If we knew that a reasonably small number of consecutive zeros are possible, we could use something based on numpy.roll. The problem is that the number of consecutive zeros is potentially large...
Any ideas? or should we go straight to Cython?
Disclaimer:
I would say long ago I found a question in stackoverflow asking something like this or very similar. I wasn't able to find it. :-(
Maybe I missed the right search terms, sorry for the duplicate then. Maybe it was just my imagination...
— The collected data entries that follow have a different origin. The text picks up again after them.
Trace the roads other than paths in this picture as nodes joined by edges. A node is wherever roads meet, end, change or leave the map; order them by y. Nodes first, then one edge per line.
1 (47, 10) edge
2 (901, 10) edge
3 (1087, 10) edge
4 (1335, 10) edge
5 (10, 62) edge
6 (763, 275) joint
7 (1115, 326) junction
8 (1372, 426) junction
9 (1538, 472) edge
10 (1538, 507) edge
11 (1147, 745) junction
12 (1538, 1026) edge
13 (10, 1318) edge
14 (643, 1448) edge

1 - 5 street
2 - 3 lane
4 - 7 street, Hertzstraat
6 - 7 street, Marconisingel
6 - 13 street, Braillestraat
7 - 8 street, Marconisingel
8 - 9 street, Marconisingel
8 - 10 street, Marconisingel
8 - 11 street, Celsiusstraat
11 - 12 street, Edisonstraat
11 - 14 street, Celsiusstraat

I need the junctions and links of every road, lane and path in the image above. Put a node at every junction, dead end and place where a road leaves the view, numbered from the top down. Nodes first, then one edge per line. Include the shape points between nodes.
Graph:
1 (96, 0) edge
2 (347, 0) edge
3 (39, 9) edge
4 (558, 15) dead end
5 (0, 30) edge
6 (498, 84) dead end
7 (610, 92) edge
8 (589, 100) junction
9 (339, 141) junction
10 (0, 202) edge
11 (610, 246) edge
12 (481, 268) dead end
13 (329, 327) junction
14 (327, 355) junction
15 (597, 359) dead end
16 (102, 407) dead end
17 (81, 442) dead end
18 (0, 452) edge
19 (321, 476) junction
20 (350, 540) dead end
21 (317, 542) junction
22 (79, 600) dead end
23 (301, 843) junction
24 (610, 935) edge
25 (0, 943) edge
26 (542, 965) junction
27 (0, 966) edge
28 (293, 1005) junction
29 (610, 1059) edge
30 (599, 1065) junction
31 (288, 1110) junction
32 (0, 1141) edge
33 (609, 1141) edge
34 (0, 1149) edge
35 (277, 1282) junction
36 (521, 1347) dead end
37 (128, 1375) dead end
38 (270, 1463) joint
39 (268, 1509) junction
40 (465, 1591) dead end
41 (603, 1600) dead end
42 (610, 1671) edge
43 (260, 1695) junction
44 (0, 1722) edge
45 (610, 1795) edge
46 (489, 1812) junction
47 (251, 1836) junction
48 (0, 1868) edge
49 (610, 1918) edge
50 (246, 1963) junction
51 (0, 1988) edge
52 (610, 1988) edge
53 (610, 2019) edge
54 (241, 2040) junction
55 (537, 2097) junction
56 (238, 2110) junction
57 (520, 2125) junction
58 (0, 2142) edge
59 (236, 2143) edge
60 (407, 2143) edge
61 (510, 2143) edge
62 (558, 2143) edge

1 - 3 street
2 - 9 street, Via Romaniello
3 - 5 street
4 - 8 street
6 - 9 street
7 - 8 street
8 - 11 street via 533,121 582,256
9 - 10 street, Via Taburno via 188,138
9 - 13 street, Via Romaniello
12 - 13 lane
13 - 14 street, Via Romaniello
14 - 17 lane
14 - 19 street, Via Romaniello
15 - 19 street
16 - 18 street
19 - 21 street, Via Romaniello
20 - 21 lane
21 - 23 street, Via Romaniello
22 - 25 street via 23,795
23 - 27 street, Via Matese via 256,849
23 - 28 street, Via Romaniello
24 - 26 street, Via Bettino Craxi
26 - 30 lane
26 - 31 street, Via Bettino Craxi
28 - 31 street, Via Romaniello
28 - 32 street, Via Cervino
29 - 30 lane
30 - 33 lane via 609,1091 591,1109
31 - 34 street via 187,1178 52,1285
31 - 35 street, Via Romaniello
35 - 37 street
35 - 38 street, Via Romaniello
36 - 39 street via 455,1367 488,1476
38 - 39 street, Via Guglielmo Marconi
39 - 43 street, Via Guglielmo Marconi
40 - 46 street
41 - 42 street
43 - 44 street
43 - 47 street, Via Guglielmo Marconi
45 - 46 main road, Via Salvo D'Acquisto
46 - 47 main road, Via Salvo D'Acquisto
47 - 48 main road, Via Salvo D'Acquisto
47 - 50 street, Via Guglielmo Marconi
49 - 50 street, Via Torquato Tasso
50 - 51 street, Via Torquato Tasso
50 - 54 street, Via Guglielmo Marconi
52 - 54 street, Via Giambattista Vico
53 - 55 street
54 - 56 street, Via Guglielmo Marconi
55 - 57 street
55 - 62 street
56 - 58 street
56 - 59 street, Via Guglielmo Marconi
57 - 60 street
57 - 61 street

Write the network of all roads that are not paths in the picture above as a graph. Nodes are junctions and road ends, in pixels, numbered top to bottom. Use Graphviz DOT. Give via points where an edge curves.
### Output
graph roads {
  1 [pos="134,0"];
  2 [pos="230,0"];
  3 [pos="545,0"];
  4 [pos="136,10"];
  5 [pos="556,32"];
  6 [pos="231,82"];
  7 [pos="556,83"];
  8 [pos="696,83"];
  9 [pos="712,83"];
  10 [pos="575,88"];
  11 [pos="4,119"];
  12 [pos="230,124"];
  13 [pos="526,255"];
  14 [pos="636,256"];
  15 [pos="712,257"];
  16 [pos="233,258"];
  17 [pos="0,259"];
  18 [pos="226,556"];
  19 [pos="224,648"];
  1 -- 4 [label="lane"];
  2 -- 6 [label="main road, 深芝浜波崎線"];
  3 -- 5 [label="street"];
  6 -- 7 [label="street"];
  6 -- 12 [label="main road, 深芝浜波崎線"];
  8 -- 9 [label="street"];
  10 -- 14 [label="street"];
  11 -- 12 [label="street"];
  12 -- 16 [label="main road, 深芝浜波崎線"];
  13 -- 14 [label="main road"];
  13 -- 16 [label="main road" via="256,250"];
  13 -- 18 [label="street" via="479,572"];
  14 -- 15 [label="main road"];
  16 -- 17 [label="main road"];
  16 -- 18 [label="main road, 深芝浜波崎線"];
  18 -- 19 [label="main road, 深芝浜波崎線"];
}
Here's a solution using np.maximum.accumulate:
def fill_zeros_with_last(arr):
prev = np.arange(len(arr))
prev[arr == 0] = 0
prev = np.maximum.accumulate(prev)
return arr[prev]
We construct an array prev which has the same length as arr, and such that prev[i] is the index of the last non-zero entry before the i-th entry of arr. For example, if:
>>> arr = np.array([1, 0, 0, 2, 0, 4, 6, 8, 0, 0, 0, 0, 2])
Then prev looks like:
array([ 0, 0, 0, 3, 3, 5, 6, 7, 7, 7, 7, 7, 12])
Then we just index into arr with prev and we obtain our result. A test:
>>> arr = np.array([1, 0, 0, 2, 0, 4, 6, 8, 0, 0, 0, 0, 2])
>>> fill_zeros_with_last(arr)
array([1, 1, 1, 2, 2, 4, 6, 8, 8, 8, 8, 8, 2])
Note: Be careful to understand what this does when the first entry of your array is zero:
>>> fill_zeros_with_last(np.array([0,0,1,0,0]))
array([0, 0, 1, 1, 1])
Inspired by jme's answer here and by Bas Swinckels' (in the linked question) I came up with a different combination of numpy functions:
def fill_zeros_with_last(arr, initial=0):
ind = np.nonzero(arr)[0]
cnt = np.cumsum(np.array(arr, dtype=bool))
return np.where(cnt, arr[ind[cnt-1]], initial)
I think it's succinct and also works, so I'm posting it here for the record. Still, jme's is also succinct and easy to follow and seems to be faster, so I'm accepting it :-)
If the 0s only come in strings of 1, this use of nonzero might work:
In [266]: arr=np.array([1,0,2,3,0,4,0,5])
In [267]: I=np.nonzero(arr==0)[0]
In [268]: arr[I] = arr[I-1]
In [269]: arr
Out[269]: array([1, 1, 2, 3, 3, 4, 4, 5])
I can handle your arr by applying this repeatedly until I is empty.
In [286]: arr = np.array([1, 0, 0, 2, 0, 4, 6, 8, 0, 0, 0, 0, 2])
In [287]: while True:
.....: I=np.nonzero(arr==0)[0]
.....: if len(I)==0: break
.....: arr[I] = arr[I-1]
.....:
In [288]: arr
Out[288]: array([1, 1, 1, 2, 2, 4, 6, 8, 8, 8, 8, 8, 2])
If the strings of 0s are long it might be better to look for those strings and handle them as a block. But if most strings are short, this repeated application may be the fastest route.